Composition Structure of Interplanetary Coronal Mass Ejections From Multispacecraft Observations, Modeling, and Comparison with Numerical Simulations

TL;DR

This paper analyzes the ionic composition of interplanetary coronal mass ejections using multispacecraft data and modeling, revealing insights into magnetic topology, plasma temperature, and charge state enhancements, advancing understanding of CME evolution.

Contribution

It combines multispacecraft observations with MHD simulations to interpret ionic composition features and magnetic structures of ICMEs, providing new insights into CME initiation and evolution.

Findings

Flux ropes are relatively cool at their centers.

Charge state enhancements are observed outside flux ropes.

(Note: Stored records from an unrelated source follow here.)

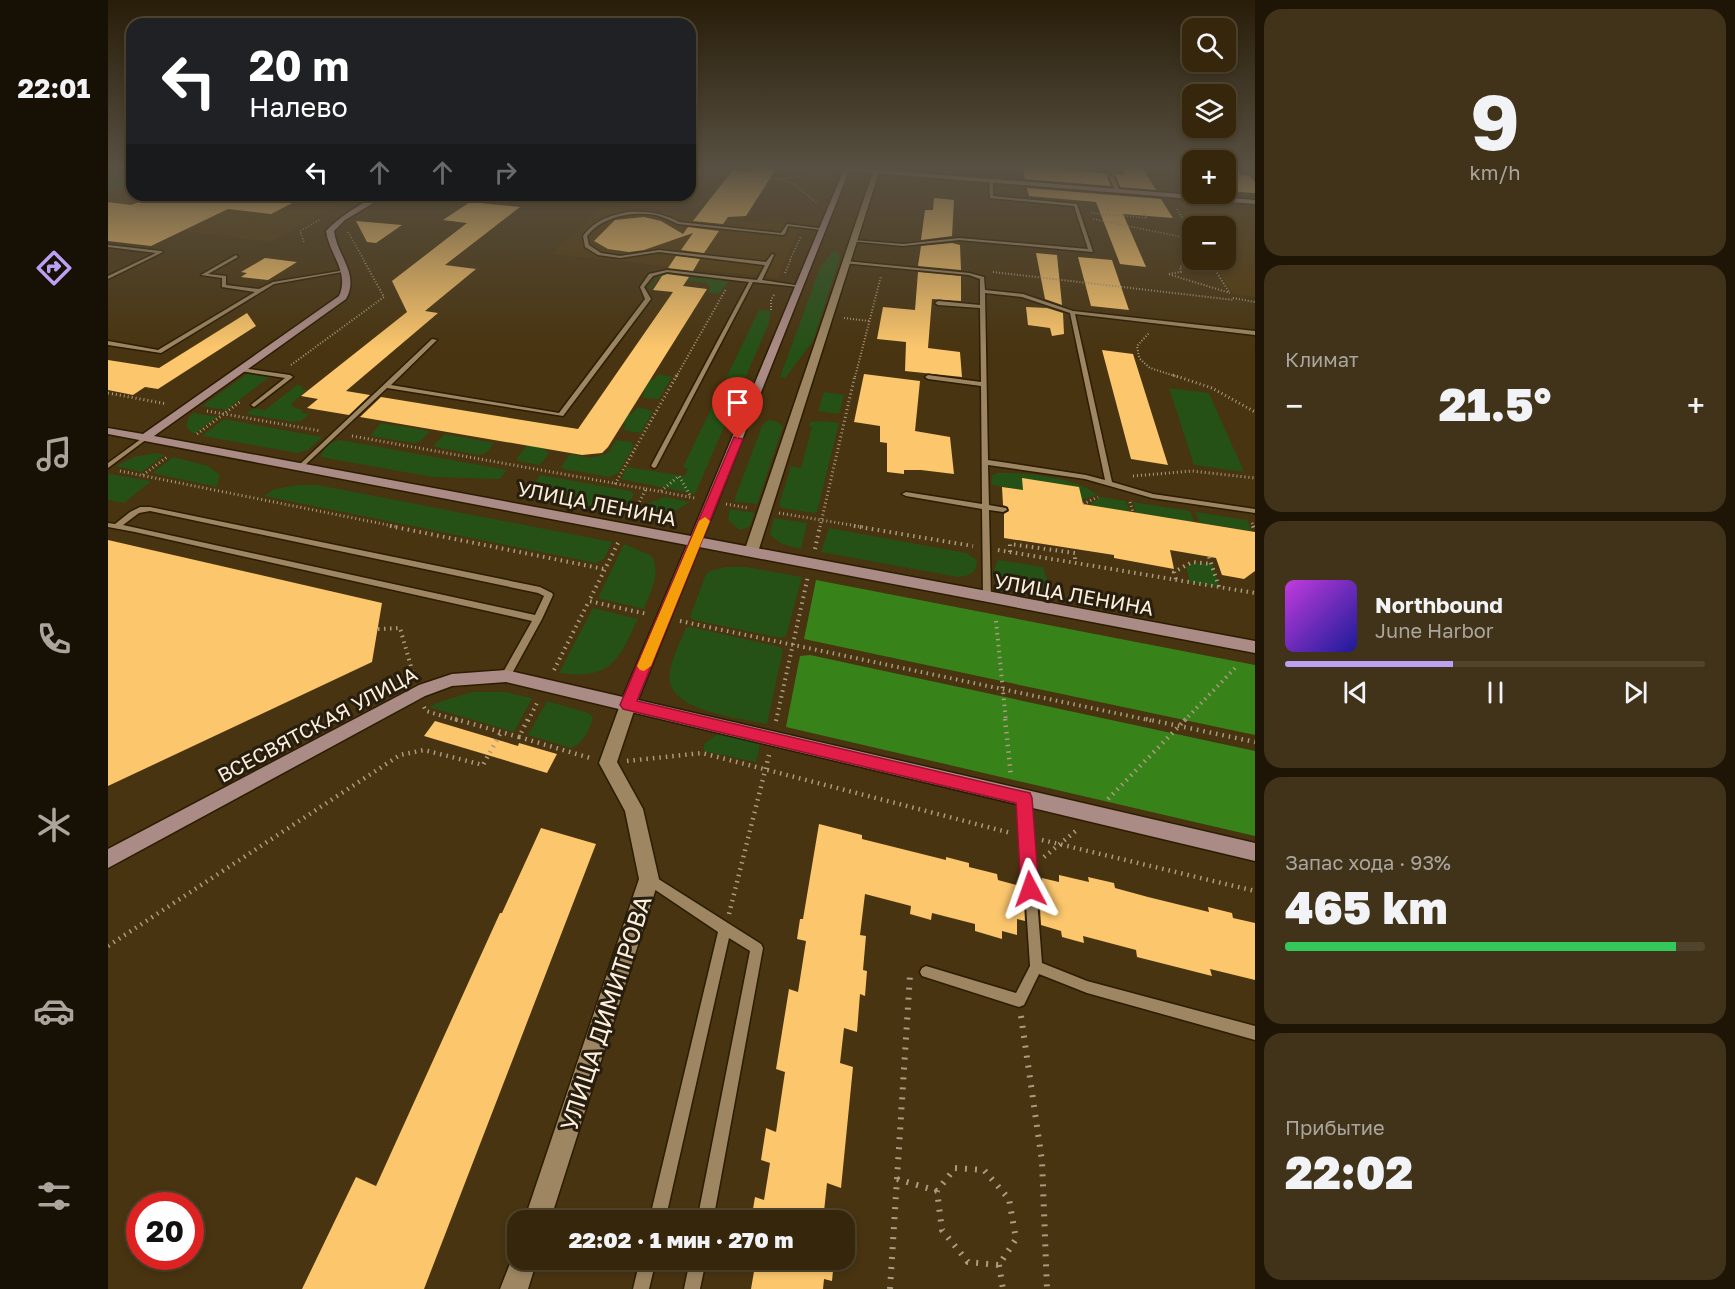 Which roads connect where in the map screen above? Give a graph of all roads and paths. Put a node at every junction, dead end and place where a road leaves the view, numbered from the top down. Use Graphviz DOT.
graph roads {
  1 [pos="332,229"];
  2 [pos="590,229"];
  3 [pos="737,229"];
  4 [pos="785,229"];
  5 [pos="805,229"];
  6 [pos="823,229"];
  7 [pos="856,229"];
  8 [pos="1084,229"];
  9 [pos="1150,229"];
  10 [pos="1182,237"];
  11 [pos="852,241"];
  12 [pos="108,246"];
  13 [pos="772,255"];
  14 [pos="236,256"];
  15 [pos="845,262"];
  16 [pos="768,264"];
  17 [pos="884,265"];
  18 [pos="1182,266"];
  19 [pos="1215,270"];
  20 [pos="346,271"];
  21 [pos="991,272"];
  22 [pos="108,278"];
  23 [pos="732,278"];
  24 [pos="752,280"];
  25 [pos="759,281"];
  26 [pos="779,284"];
  27 [pos="799,286"];
  28 [pos="260,291"];
  29 [pos="983,291"];
  30 [pos="1230,293"];
  31 [pos="1234,300"];
  32 [pos="1255,302"];
  33 [pos="938,303"];
  34 [pos="981,307"];
  35 [pos="771,310"];
  36 [pos="1072,312"];
  37 [pos="1176,324"];
  38 [pos="1255,333"];
  39 [pos="434,340"];
  40 [pos="108,344"];
  41 [pos="242,370"];
  42 [pos="928,377"];
  43 [pos="982,384"];
  44 [pos="386,386"];
  45 [pos="254,405"];
  46 [pos="1255,412"];
  47 [pos="108,431"];
  48 [pos="145,438"];
  49 [pos="985,462"];
  50 [pos="108,466"];
  51 [pos="654,466"];
  52 [pos="300,467"];
  53 [pos="120,471"];
  54 [pos="1106,471"];
  55 [pos="1255,478"];
  56 [pos="615,484"];
  57 [pos="1109,484"];
  58 [pos="646,489"];
  59 [pos="661,492"];
  60 [pos="906,494"];
  61 [pos="1098,495"];
  62 [pos="691,497"];
  63 [pos="713,501"];
  64 [pos="1130,501"];
  65 [pos="1083,504"];
  66 [pos="984,507"];
  67 [pos="1003,510"];
  68 [pos="765,511"];
  69 [pos="1255,511"];
  70 [pos="1133,512"];
  71 [pos="822,520"];
  72 [pos="1247,520"];
  73 [pos="1255,521"];
  74 [pos="108,525"];
  75 [pos="118,525"];
  76 [pos="696,542"];
  77 [pos="986,548"];
  78 [pos="750,552"];
  79 [pos="1010,552"];
  80 [pos="1209,557"];
  81 [pos="1075,563"];
  82 [pos="811,564"];
  83 [pos="1212,564"];
  84 [pos="604,569"];
  85 [pos="1176,579"];
  86 [pos="1220,587"];
  87 [pos="1255,593"];
  88 [pos="987,598"];
  89 [pos="538,619"];
  90 [pos="996,621"];
  91 [pos="1255,647"];
  92 [pos="1236,667"];
  93 [pos="506,676"];
  94 [pos="628,705"];
  95 [pos="501,732"];
  96 [pos="519,737"];
  97 [pos="772,739"];
  98 [pos="608,763"];
  99 [pos="766,770"];
  100 [pos="1018,796"];
  101 [pos="1094,814"];
  102 [pos="1020,835"];
  103 [pos="1061,845"];
  104 [pos="1255,852"];
  105 [pos="108,859"];
  106 [pos="1028,868"];
  107 [pos="649,879"];
  108 [pos="1255,891"];
  109 [pos="725,929"];
  110 [pos="108,946"];
  111 [pos="1036,967"];
  112 [pos="926,972"];
  113 [pos="1019,1000"];
  114 [pos="1255,1033"];
  115 [pos="897,1179"];
  116 [pos="938,1191"];
  117 [pos="541,1210"];
  118 [pos="660,1210"];
  119 [pos="707,1210"];
  120 [pos="999,1265"];
  121 [pos="521,1270"];
  122 [pos="646,1270"];
  123 [pos="696,1270"];
  124 [pos="514,1289"];
  125 [pos="641,1289"];
  126 [pos="692,1289"];
  127 [pos="890,1289"];
  128 [pos="1003,1289"];
  129 [pos="1047,1289"];
  1 -- 20 [label="main road"];
  2 -- 16 [label="lane"];
  3 -- 4 [label="lane"];
  5 -- 26 [label="path"];
  6 -- 27 [label="main road"];
  7 -- 11 [label="street"];
  8 -- 11 [label="lane"];
  9 -- 10 [label="path"];
  11 -- 15 [label="street"];
  12 -- 22 [label="lane"];
  13 -- 16 [label="lane"];
  14 -- 28 [label="lane"];
  15 -- 17 [label="lane"];
  15 -- 68 [label="street"];
  16 -- 25 [label="lane"];
  17 -- 29 [label="lane"];
  17 -- 71 [label="path"];
  18 -- 30 [label="path"];
  19 -- 30 [label="path"];
  20 -- 28 [label="lane"];
  20 -- 41 [label="main road"];
  21 -- 31 [label="path"];
  23 -- 24 [label="lane"];
  23 -- 44 [label="lane"];
  23 -- 56 [label="path"];
  24 -- 25 [label="lane"];
  24 -- 51 [label="lane"];
  25 -- 26 [label="lane"];
  26 -- 27 [label="lane"];
  26 -- 35 [label="path"];
  27 -- 63 [label="main road"];
  28 -- 40 [label="lane"];
  29 -- 34 [label="lane"];
  29 -- 36 [label="lane"];
  30 -- 31 [label="path"];
  31 -- 32 [label="path"];
  33 -- 34 [label="lane"];
  34 -- 43 [label="lane"];
  36 -- 37 [label="lane"];
  36 -- 54 [label="lane"];
  37 -- 38 [label="lane"];
  37 -- 46 [label="path"];
  39 -- 44 [label="lane"];
  41 -- 45 [label="lane"];
  41 -- 48 [label="main road"];
  42 -- 43 [label="lane"];
  43 -- 49 [label="lane"];
  44 -- 52 [label="lane"];
  47 -- 48 [label="main road, УЛИЦА ЛЕНИНА"];
  48 -- 50 [label="lane"];
  48 -- 52 [label="main road, УЛИЦА ЛЕНИНА"];
  49 -- 57 [label="lane"];
  49 -- 66 [label="lane"];
  52 -- 76 [label="main road, УЛИЦА ЛЕНИНА"];
  53 -- 84 [label="path"];
  54 -- 55 [label="path"];
  54 -- 57 [label="lane"];
  57 -- 69 [label="lane"];
  58 -- 59 [label="path"];
  59 -- 62 [label="path"];
  59 -- 62 [label="path"];
  60 -- 66 [label="lane"];
  61 -- 65 [label="path"];
  62 -- 63 [label="path"];
  63 -- 68 [label="path"];
  63 -- 76 [label="main road"];
  64 -- 70 [label="path"];
  66 -- 67 [label="lane"];
  66 -- 77 [label="lane"];
  68 -- 71 [label="path"];
  68 -- 78 [label="street"];
  71 -- 77 [label="path"];
  71 -- 82 [label="path"];
  72 -- 73 [label="path"];
  74 -- 75 [label="lane"];
  75 -- 89 [label="lane"];
  75 -- 89 [label="lane"];
  76 -- 78 [label="main road, УЛИЦА ЛЕНИНА"];
  76 -- 94 [label="main road"];
  77 -- 79 [label="path"];
  77 -- 88 [label="lane"];
  78 -- 82 [label="main road, УЛИЦА ЛЕНИНА"];
  79 -- 81 [label="path"];
  79 -- 81 [label="path"];
  80 -- 83 [label="path"];
  81 -- 85 [label="path"];
  82 -- 88 [label="main road, УЛИЦА ЛЕНИНА"];
  82 -- 97 [label="path"];
  83 -- 85 [label="path"];
  83 -- 86 [label="path"];
  85 -- 86 [label="path"];
  86 -- 87 [label="path"];
  88 -- 91 [label="main road, УЛИЦА ЛЕНИНА"];
  89 -- 93 [label="lane"];
  90 -- 100 [label="path"];
  92 -- 101 [label="path"];
  93 -- 94 [label="main road, ВСЕСВЯТСКАЯ УЛИЦА"];
  93 -- 105 [label="main road, ВСЕСВЯТСКАЯ УЛИЦА"];
  94 -- 97 [label="main road, ВСЕСВЯТСКАЯ УЛИЦА"];
  94 -- 98 [label="street"];
  95 -- 110 [label="path"];
  96 -- 98 [label="path"];
  97 -- 99 [label="path"];
  97 -- 100 [label="main road, ВСЕСВЯТСКАЯ УЛИЦА"];
  98 -- 99 [label="path"];
  98 -- 107 [label="street, УЛИЦА ДИМИТРОВА"];
  99 -- 102 [label="path"];
  99 -- 109 [label="path"];
  100 -- 101 [label="main road, ВСЕСВЯТСКАЯ УЛИЦА"];
  100 -- 102 [label="lane"];
  100 -- 102 [label="path"];
  101 -- 103 [label="path"];
  101 -- 104 [label="main road, ВСЕСВЯТСКАЯ УЛИЦА"];
  102 -- 103 [label="path"];
  102 -- 106 [label="lane"];
  103 -- 106 [label="path"];
  103 -- 108 [label="path"];
  106 -- 111 [label="lane"];
  107 -- 109 [label="lane"];
  107 -- 117 [label="street, УЛИЦА ДИМИТРОВА"];
  109 -- 118 [label="lane"];
  109 -- 119 [label="lane"];
  111 -- 113 [label="lane"];
  111 -- 114 [label="lane"];
  112 -- 113 [label="lane"];
  112 -- 115 [label="path"];
  113 -- 129 [label="path"];
  115 -- 116 [label="path"];
  115 -- 127 [label="path"];
  116 -- 120 [label="path"];
  116 -- 120 [label="path"];
  120 -- 128 [label="path"];
  121 -- 124 [label="street"];
  122 -- 125 [label="lane"];
  123 -- 126 [label="lane"];
}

Magnetic orientation suggests breakout-like reconnection.

Abstract

We present an analysis of the ionic composition of iron for two interplanetary coronal mass ejections observed in May 21-23 2007 by the ACE and STEREO spacecraft in the context of the magnetic structure of the ejecta flux rope, sheath region, and surrounding solar wind flow. This analysis is made possible due to recent advances in multispacecraft data interpolation, reconstruction, and visualization as well as results from recent modeling of ionic charge states in MHD simulations of magnetic breakout and flux cancellation CME initiation. We use these advances to interpret specific features of the ICME plasma composition resulting from the magnetic topology and evolution of the CME. We find that in both the data and our MHD simulations, the flux ropes centers are relatively cool, while charge state enhancements surround and trail the flux ropes. The magnetic orientation of the ICMEs are suggestive of magnetic breakout-like reconnection during the eruption process, which could explain the spatial location of the observed iron enhancements just outside the traditional flux rope magnetic signatures and between the two ICMEs. Detailed comparisons between the simulations and data were more complicated, but a sharp increase in high iron charge states in the ACE and STEREO-A data during the second flux rope corresponds well to similar features in the flux cancellation results. We discuss the prospects of this integrated in-situ data analysis and modeling approach to advancing our understanding of the unified CME-to-ICME evolution.